The weights of a layer are defined in a weight tensor. The weight tensor can have a plurality of channels. The weights are data, more specifically parameters, of neurons that can be configured to obtain good data at the output of the layers.

The training is intended to define a neural network, the performance of which is optimal. More specifically, during the training of the neural network, the weights of the neural network are adjusted, then the performance of the modified network is evaluated. If the performance of the neural network is satisfactory, the training of the network is terminated.

The trained neural network can use a floating-point representation for the weights and the data (activations) generated by each neural network layer.

The trained neural network has a format known to a person skilled in the art. For example, the trained neural network can be obtained from artificial neural network design software, such as Keras, Tensorflow and ONNX (an acronym for “Open Neural Network Exchange”).

As shown in FIG. 3, the artificial neural network comprises at least one succession SUCC_1 of layers, known as succession of layers of interest, including a depthwise convolutional layer D_CONV, then a first batch normalization layer B_NORM1, then a saturated rectified linear unit layer RELUX, then a two-dimensional convolutional layer CONV_2D then possibly a second batch normalization layer B_NORM2. In FIG. 3, only one succession SUCC_1 of layers of interest is shown. However, the artificial neural network can comprise a plurality of successions of layers of interest as shown in FIG. 3.

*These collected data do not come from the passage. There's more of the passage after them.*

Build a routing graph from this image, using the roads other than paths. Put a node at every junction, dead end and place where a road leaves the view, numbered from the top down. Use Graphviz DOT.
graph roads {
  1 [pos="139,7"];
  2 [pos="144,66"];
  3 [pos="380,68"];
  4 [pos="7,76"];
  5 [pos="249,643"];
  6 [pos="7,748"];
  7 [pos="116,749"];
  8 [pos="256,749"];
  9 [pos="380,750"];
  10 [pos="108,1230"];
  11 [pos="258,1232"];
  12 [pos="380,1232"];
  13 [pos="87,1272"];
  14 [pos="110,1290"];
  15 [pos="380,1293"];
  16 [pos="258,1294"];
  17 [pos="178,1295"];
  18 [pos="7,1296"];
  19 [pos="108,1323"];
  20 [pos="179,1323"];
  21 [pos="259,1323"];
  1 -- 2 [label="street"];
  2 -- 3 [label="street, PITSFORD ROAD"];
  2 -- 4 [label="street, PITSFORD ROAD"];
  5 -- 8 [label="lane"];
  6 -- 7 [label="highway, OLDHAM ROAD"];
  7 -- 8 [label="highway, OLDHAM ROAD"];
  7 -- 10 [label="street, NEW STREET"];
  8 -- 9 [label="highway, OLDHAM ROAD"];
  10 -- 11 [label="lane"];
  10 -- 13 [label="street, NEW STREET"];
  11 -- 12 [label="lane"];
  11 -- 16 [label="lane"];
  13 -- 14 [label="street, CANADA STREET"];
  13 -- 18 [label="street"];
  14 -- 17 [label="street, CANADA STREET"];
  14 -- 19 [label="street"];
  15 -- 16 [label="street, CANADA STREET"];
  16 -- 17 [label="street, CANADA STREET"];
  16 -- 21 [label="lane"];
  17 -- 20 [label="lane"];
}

The depthwise convolutional layer D_CONV is designed to apply a convolutional kernel to each input channel of the depthwise convolutional layer. A convolutional kernel is therefore defined for each input channel of the depthwise convolutional layer.

The first batch normalization layer B_NORM1 is designed to normalize the tensor activations that it receives as input. In particular, the batch normalization layer is designed to calculate an average and a standard deviation of the activations, and then to normalize the activations by subtracting them from the calculated average and dividing them by the calculated standard deviation. The first batch normalization layer is used to reduce drift effects of a distribution of activations during the learning phase of the artificial neural network. The first batch normalization layer is also used to speed up convergence during training. Such faster convergence means that the artificial neural network can be trained faster. This also helps to reduce the phenomenon of over-fitting. Overfitting corresponds to an adjustment of the artificial neural network during training that is too closely linked to the training data (e.g. training images). Such overfitting can lead to a reduction in accuracy of the artificial neural network when it is run with input data that are different from the training data (for example new images). In other words, overfitting means that an artificial neural network loses its ability to generalize to data that are different from those used for training.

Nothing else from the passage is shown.